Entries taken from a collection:
···
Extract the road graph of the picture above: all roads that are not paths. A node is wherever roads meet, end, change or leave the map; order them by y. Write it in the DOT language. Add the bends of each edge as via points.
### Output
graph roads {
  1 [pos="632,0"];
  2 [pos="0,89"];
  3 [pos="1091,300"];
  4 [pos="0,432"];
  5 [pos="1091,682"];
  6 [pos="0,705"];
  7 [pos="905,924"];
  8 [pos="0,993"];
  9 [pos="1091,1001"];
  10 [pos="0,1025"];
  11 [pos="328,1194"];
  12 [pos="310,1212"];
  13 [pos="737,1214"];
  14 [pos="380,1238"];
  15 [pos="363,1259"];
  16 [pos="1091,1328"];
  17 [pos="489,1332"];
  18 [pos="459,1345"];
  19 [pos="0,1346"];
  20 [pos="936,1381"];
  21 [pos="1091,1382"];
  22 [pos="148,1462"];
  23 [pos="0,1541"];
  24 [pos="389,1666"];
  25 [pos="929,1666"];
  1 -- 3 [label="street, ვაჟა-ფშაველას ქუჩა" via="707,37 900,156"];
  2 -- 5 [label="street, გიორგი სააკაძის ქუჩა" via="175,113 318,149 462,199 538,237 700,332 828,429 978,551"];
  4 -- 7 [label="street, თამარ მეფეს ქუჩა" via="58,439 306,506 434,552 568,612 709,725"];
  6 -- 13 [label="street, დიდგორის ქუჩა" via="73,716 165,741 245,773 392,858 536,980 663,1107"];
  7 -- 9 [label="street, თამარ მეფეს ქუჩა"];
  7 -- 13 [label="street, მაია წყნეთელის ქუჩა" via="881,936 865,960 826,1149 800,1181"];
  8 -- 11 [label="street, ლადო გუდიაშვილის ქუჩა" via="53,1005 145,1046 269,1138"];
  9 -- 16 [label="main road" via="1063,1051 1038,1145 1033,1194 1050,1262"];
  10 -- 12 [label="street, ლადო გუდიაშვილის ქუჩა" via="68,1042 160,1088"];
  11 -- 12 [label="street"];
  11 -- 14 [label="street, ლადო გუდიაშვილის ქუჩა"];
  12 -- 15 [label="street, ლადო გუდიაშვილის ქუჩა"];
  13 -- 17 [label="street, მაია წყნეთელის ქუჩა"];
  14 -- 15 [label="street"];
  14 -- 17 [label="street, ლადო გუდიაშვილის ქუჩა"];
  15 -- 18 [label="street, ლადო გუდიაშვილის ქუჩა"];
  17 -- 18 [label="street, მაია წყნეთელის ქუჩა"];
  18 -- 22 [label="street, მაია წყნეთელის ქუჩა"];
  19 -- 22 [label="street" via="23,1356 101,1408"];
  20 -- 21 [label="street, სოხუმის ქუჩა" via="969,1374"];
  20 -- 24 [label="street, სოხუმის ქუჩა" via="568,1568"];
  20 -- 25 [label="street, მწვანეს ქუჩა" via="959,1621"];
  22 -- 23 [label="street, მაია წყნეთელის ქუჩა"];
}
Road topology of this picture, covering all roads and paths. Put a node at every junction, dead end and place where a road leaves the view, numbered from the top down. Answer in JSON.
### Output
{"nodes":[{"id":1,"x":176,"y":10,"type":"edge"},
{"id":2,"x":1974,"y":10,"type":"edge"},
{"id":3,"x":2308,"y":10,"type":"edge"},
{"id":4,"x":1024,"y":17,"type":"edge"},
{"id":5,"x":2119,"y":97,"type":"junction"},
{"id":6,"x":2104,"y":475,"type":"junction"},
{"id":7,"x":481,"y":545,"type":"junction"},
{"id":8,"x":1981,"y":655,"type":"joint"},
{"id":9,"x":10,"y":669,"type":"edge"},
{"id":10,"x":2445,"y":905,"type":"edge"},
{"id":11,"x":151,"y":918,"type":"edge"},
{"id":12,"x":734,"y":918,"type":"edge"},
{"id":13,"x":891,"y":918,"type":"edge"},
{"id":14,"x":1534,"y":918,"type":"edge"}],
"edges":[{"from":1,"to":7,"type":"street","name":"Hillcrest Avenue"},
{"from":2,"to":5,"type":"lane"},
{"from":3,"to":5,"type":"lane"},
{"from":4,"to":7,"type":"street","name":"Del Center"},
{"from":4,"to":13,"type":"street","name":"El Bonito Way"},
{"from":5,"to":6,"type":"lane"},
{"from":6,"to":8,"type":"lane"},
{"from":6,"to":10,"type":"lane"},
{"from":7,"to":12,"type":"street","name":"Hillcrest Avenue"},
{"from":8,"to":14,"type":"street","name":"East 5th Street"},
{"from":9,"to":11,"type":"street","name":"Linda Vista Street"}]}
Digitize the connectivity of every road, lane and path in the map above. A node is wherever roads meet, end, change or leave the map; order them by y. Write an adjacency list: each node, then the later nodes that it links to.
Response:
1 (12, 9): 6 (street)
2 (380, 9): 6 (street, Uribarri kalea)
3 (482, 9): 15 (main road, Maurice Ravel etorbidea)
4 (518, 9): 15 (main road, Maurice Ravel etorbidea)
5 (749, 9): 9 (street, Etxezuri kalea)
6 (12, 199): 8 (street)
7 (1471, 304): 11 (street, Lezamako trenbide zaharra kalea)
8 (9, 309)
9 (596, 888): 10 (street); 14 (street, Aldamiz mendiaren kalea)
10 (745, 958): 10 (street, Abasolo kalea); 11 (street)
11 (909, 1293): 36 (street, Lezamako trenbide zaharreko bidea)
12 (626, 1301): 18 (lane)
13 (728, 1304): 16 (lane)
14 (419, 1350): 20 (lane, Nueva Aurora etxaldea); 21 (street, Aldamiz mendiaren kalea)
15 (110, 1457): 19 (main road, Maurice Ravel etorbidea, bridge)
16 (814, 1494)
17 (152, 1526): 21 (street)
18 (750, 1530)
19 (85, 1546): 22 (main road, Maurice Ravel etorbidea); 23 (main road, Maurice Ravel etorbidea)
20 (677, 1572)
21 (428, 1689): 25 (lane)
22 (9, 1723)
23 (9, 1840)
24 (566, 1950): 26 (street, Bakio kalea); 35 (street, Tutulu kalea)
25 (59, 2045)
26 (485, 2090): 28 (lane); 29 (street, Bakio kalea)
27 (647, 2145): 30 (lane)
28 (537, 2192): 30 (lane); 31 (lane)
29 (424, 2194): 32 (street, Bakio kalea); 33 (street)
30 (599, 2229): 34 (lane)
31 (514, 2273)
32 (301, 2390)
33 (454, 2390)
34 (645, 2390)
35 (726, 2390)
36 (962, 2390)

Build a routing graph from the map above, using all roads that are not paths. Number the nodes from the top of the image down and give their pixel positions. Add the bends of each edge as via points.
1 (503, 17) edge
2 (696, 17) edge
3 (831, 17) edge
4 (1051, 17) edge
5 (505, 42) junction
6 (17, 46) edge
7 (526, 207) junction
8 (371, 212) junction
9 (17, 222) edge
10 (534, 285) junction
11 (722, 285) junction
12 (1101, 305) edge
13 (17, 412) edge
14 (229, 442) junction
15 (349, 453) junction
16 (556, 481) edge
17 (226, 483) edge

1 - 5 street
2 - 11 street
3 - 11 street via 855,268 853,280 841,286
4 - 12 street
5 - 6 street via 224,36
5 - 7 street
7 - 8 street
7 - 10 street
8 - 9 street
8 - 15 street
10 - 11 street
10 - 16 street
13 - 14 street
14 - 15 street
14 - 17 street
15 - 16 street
···
How to complete this task: Your answer should consist only of the lines above between the line holding "Road topology of" and the line holding "Digitize the connectivity", inclusive, each transcribed exactly.

Response for this exercise:
Road topology of this picture, covering all roads and paths. Put a node at every junction, dead end and place where a road leaves the view, numbered from the top down. Answer in JSON.
### Output
{"nodes":[{"id":1,"x":176,"y":10,"type":"edge"},
{"id":2,"x":1974,"y":10,"type":"edge"},
{"id":3,"x":2308,"y":10,"type":"edge"},
{"id":4,"x":1024,"y":17,"type":"edge"},
{"id":5,"x":2119,"y":97,"type":"junction"},
{"id":6,"x":2104,"y":475,"type":"junction"},
{"id":7,"x":481,"y":545,"type":"junction"},
{"id":8,"x":1981,"y":655,"type":"joint"},
{"id":9,"x":10,"y":669,"type":"edge"},
{"id":10,"x":2445,"y":905,"type":"edge"},
{"id":11,"x":151,"y":918,"type":"edge"},
{"id":12,"x":734,"y":918,"type":"edge"},
{"id":13,"x":891,"y":918,"type":"edge"},
{"id":14,"x":1534,"y":918,"type":"edge"}],
"edges":[{"from":1,"to":7,"type":"street","name":"Hillcrest Avenue"},
{"from":2,"to":5,"type":"lane"},
{"from":3,"to":5,"type":"lane"},
{"from":4,"to":7,"type":"street","name":"Del Center"},
{"from":4,"to":13,"type":"street","name":"El Bonito Way"},
{"from":5,"to":6,"type":"lane"},
{"from":6,"to":8,"type":"lane"},
{"from":6,"to":10,"type":"lane"},
{"from":7,"to":12,"type":"street","name":"Hillcrest Avenue"},
{"from":8,"to":14,"type":"street","name":"East 5th Street"},
{"from":9,"to":11,"type":"street","name":"Linda Vista Street"}]}
Digitize the connectivity of every road, lane and path in the map above. A node is wherever roads meet, end, change or leave the map; order them by y. Write an adjacency list: each node, then the later nodes that it links to.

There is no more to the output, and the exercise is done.